If you say so. It's one thing for Betts to use her fashion cred to wonder why Clinton opts for earth tones to blend in when she's in the States but prefers jewel tones for overseas trips. It's quite another for her to perfunctorily cloak this interest in women's plight in the workplace. Here she is on Hillary Clinton's famous pantsuits:
She wears them to fit in, not to stand out, and that's what bugs me. Why can't she stand out? Why do women, when they're sitting at the same table or in the same corner office as the big boys, always have to blend in?
No matter how many glass ceilings they shatter, many powerful female CEOs and CFOs on Wall Street still feel they cannot risk their hard-earned status by fooling around with fashion. My friend Alexandra Lebenthal, CEO of Lebenthal & Co., recently told me about switching outfits between meetings because she couldn't wear something frivolous-a gray flannel jacket with beading on the collar and cuffs-to a meeting with the treasurer of a big bank. She changed into a Ralph Lauren pinstriped pantsuit because she couldn't risk looking inappropriate.

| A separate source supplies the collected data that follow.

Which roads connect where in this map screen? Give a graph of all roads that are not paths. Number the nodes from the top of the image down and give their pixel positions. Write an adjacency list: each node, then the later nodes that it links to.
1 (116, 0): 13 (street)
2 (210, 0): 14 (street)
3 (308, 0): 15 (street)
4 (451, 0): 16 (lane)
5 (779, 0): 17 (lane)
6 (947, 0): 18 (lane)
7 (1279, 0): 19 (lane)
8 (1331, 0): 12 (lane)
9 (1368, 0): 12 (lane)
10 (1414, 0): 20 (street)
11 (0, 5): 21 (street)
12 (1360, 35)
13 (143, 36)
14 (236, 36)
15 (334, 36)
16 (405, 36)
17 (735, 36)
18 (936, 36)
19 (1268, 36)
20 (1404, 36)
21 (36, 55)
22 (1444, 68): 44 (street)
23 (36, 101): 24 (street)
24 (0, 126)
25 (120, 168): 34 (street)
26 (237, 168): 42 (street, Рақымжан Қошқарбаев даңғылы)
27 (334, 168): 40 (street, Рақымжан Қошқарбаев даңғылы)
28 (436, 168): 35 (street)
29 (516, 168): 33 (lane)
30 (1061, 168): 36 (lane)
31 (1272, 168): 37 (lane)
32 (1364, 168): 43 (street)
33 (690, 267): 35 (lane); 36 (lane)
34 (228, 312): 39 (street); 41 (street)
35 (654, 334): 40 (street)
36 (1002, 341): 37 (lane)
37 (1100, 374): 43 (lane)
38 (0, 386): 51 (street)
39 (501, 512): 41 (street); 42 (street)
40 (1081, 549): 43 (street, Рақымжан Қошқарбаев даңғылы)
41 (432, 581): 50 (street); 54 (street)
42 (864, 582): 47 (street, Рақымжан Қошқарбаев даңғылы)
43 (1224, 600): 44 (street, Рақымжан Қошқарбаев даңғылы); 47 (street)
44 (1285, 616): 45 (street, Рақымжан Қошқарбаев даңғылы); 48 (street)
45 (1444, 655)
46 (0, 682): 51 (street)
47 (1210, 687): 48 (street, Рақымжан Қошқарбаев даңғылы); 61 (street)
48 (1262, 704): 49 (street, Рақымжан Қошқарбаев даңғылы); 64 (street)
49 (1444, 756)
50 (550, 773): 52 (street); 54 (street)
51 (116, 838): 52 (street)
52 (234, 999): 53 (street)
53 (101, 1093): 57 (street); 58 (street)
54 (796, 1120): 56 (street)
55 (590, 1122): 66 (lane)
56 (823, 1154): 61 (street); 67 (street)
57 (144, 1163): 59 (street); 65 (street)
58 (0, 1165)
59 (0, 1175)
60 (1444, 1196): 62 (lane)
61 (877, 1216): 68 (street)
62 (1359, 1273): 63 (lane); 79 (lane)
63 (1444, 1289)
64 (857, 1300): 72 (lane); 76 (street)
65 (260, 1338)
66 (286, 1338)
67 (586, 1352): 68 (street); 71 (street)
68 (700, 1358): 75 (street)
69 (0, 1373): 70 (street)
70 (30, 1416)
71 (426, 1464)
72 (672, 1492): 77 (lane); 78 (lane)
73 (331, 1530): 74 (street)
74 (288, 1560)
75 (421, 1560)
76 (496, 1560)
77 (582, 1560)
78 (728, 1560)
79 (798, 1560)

Sorry, Kate Betts, but women face more pressing problems in the workplace — both the substance of their work and their status within that workplace — than whether they have to change out of beaded blazers between meetings. But okay, as you say, it's a "visual culture." On those terms, while it's unfair that women are held to more complex and demanding standards of self-presentation, it hardly helps when you revive the scrutiny on Clinton long after everyone else has moved on. Wishing that more economists would wear ruffled Lanvin and 7-inch platform stiletto heels, as Dambisa Moyo chose to, is not about women's empowerment to dress as we please in the public sphere. It's about fashion desperately trying to make itself relevant to world affairs by stretching its high-priced diktats into a sphere that is mostly indifferent to Betts' or Wintour's approval.
The comparison to the First Lady is also insulting. However much Michelle Obama leverages her role, it's still largely a ceremonial one. She was not appointed or elected. She does not have to make decisions about plutonium disposal. She is free to spend as much time as she wants debating how often to wear sleeveless and flouncy skirts versus more subdued attire — versus childhood obesity and military families. More importantly, it is abundantly clear that Michelle Obama is interested in fashion and has a strong personal style. For Clinton, the maintenance of personal appearance always seemed to be more of a slightly arduous necessity, something plenty of us can relate to. If Hillary Clinton doesn't care as much, or at all, it's time to move on.
Or, put another way, it may be sexist that women who like ruffles and spike heels aren't taken seriously. But it's no better to think that just because Hillary Clinton is a woman, that she cares that much about wearing that sort of thing instead of "an unremarkable mannish suit."